Vide: CF art. 5º, XLVI; LEP arts. 1º, 6º a 9º.
5.1 INDIVIDUALIZAÇÃO DA PENA E CLASSIFICAÇÃO DOS
CONDENADOS
É norma constitucional, no Direito brasileiro, que “a lei regulará a individualização
da pena” (art. 5º, XLVI, parte, da CF). A individualização é uma das chamadas garantias
repressivas, constituindo postulado básico de justiça.
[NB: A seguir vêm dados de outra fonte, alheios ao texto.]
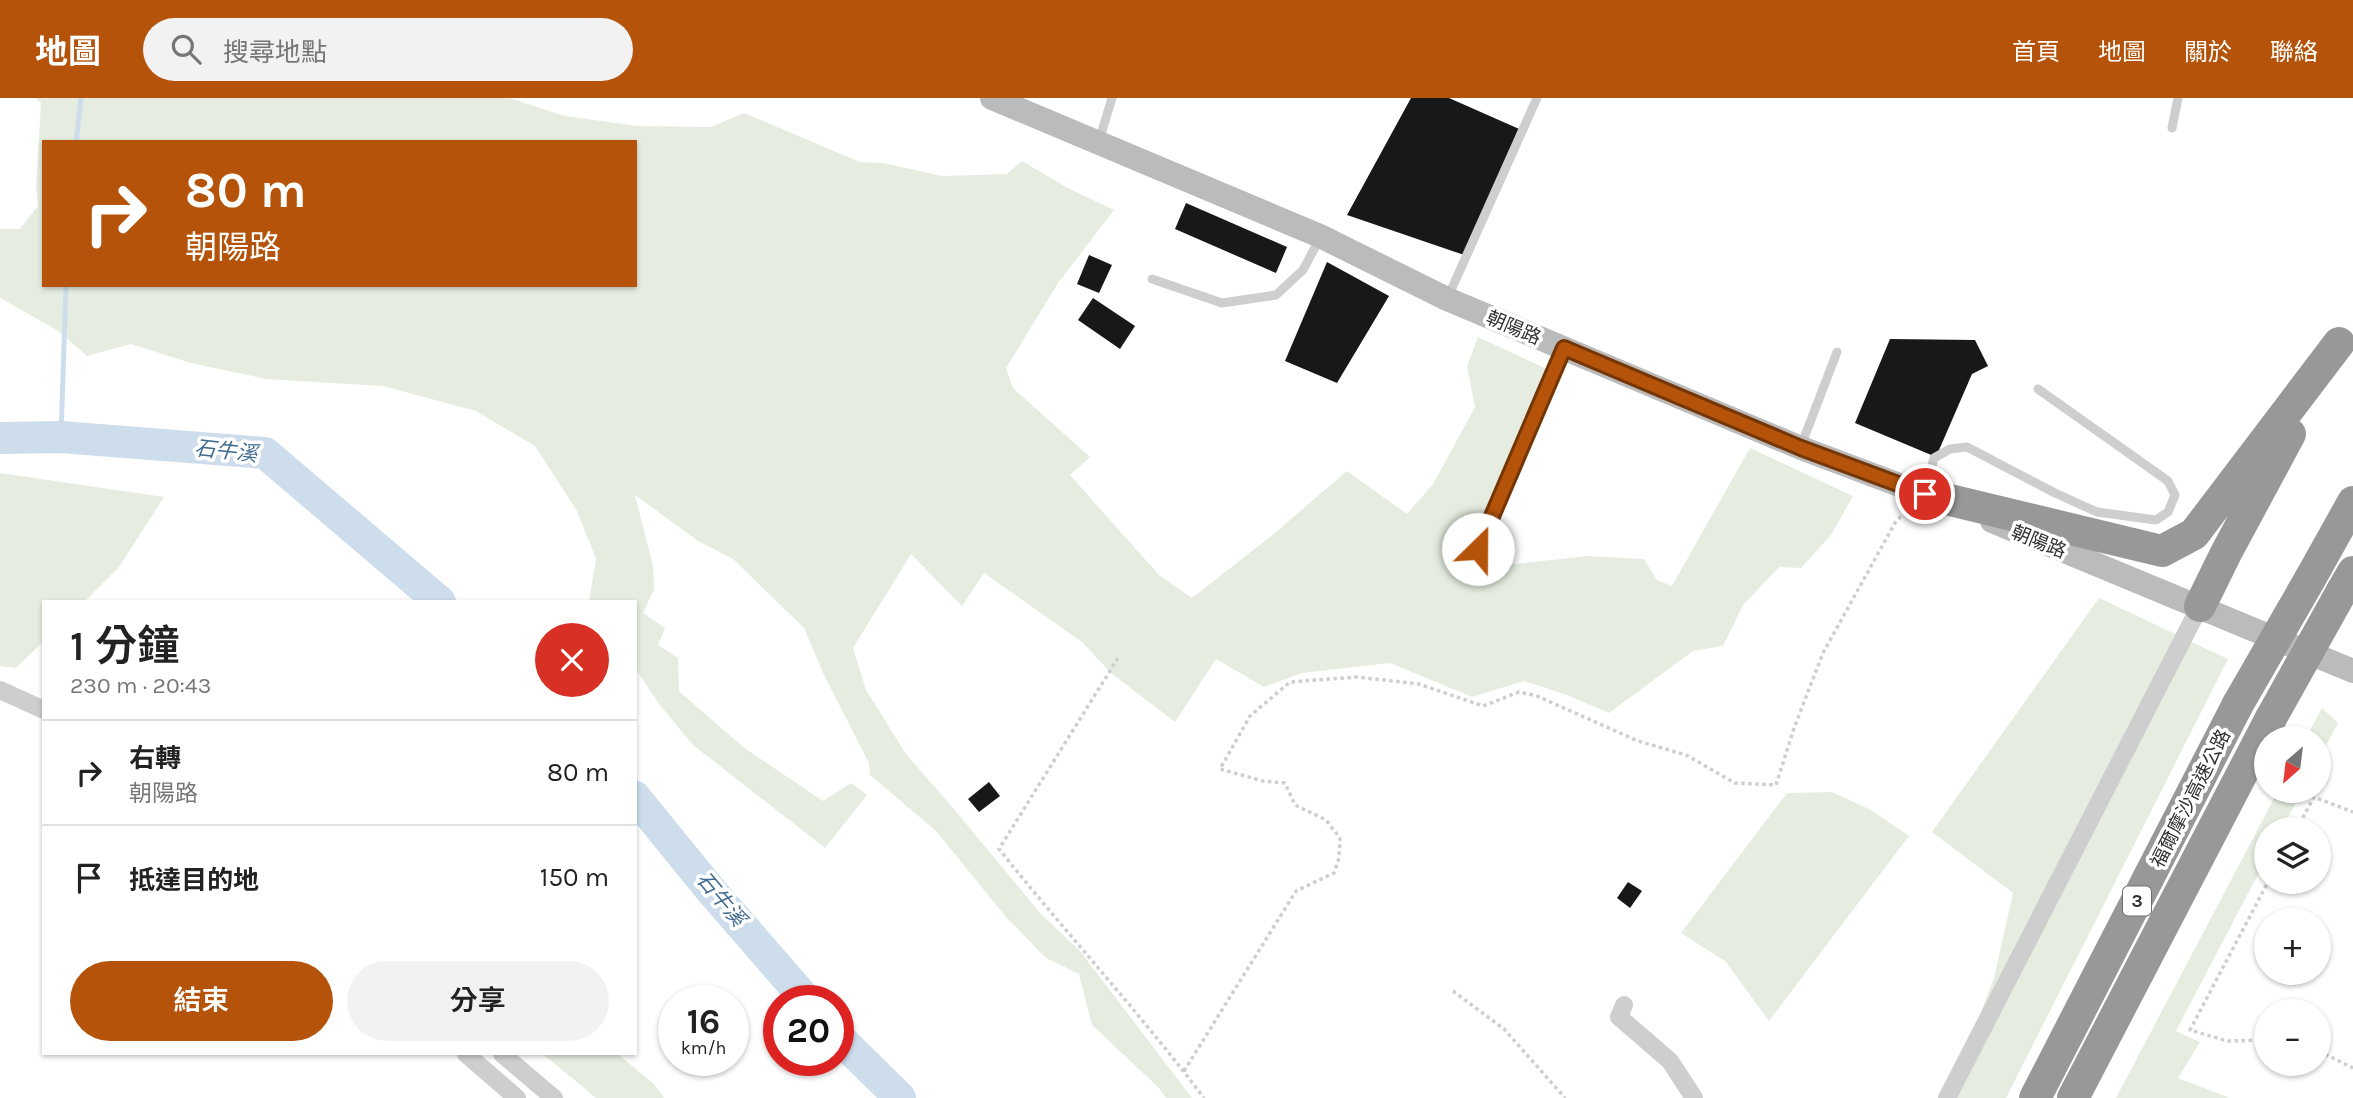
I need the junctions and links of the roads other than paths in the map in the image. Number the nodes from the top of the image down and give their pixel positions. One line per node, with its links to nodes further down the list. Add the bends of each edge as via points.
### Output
1 (992, 98): 6 (main road, 朝陽路)
2 (1112, 98): 6 (lane)
3 (1537, 98): 9 (lane)
4 (2178, 98): 5 (lane)
5 (2172, 128)
6 (1098, 143): 7 (main road, 朝陽路)
7 (1320, 236): 8 (lane, via 1303,270 1276,295 1222,303); 9 (main road, 朝陽路)
8 (1152, 279)
9 (1447, 299): 11 (main road, 朝陽路)
10 (2346, 334): 15 (highway, via 2194,534 2162,551); 19 (highway)
11 (1564, 348): 14 (main road, 朝陽路); 17 (lane)
12 (1838, 352): 14 (lane)
13 (2038, 388): 15 (lane, via 2168,481 2175,495 2168,512 2156,520 2097,512 1967,447 1934,458)
14 (1801, 448): 15 (main road, 朝陽路)
15 (1925, 494): 19 (main road, 朝陽路)
16 (2353, 502): 30 (highway, 福爾摩沙高速公路 / 3, bridge, via 2238,704)
17 (1478, 549)
18 (2347, 582): 31 (highway, 福爾摩沙高速公路 / 3, bridge)
19 (2200, 606): 20 (main road, 朝陽路); 29 (street)
20 (2353, 671)
21 (0, 690): 22 (street)
22 (42, 709)
23 (1624, 1005): 28 (street, via 1619,1017 1670,1061)
24 (467, 1055): 26 (street)
25 (503, 1055): 27 (street)
26 (517, 1098)
27 (554, 1098)
28 (1694, 1098)
29 (1947, 1098)
30 (2035, 1098)
31 (2073, 1098)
Pode ser ela determinada no plano
legislativo, quando se estabelecem e disciplinam-se as sanções cabíveis nas várias espécies
delituosas (individualização in abstracto), no plano judicial, consagrada no emprego do
prudente arbítrio e discrição do juiz, e no momento executório, processada no período de
cumprimento da pena e que abrange medidas judiciais e administrativas, ligadas ao regime
penitenciário, à suspensão da pena, ao livramento condicional etc.73
Com os estudos referentes à matéria, chegou-se paulatinamente ao ponto de vista de
que a execução penal não pode ser igual para todos os presos – justamente porque nem todos
são iguais, mas sumamente diferentes – e de que tampouco a execução pode ser homogênea
durante todo o período de seu cumprimento.74 Não há mais dúvida de que nem todo preso
deve ser submetido ao mesmo programa de execução e de que, durante a fase executória
da pena, se exige um ajustamento desse programa conforme a reação observada no conde-
nado, podendo-se só assim falar em verdadeira individualização no momento executivo.
Individualizar a pena, na execução, consiste em dar a cada preso as oportunidades e os
elementos necessários para lograr sua reinserção social, posto que é pessoa, ser distinto.75 A
individualização, portanto, deve aflorar técnica e científica, nunca improvisada, iniciando-se
com a indispensável classificação dos condenados a fim de serem destinados aos programas
de execução mais adequados, conforme as condições pessoais de cada um.
As legislações modernas têm introduzido processos de seleção e, para esse fim, criado
centros de observação e exame aos quais se leva o preso para ali se decidir sobre seu destino
73. Cf. FERREIRA, Sérgio Andrade. A técnica de aplicação da pena como instrumento de sua individualização
nos códigos de 1940 e 1969. Rio de Janeiro: Forense. p. 13-17.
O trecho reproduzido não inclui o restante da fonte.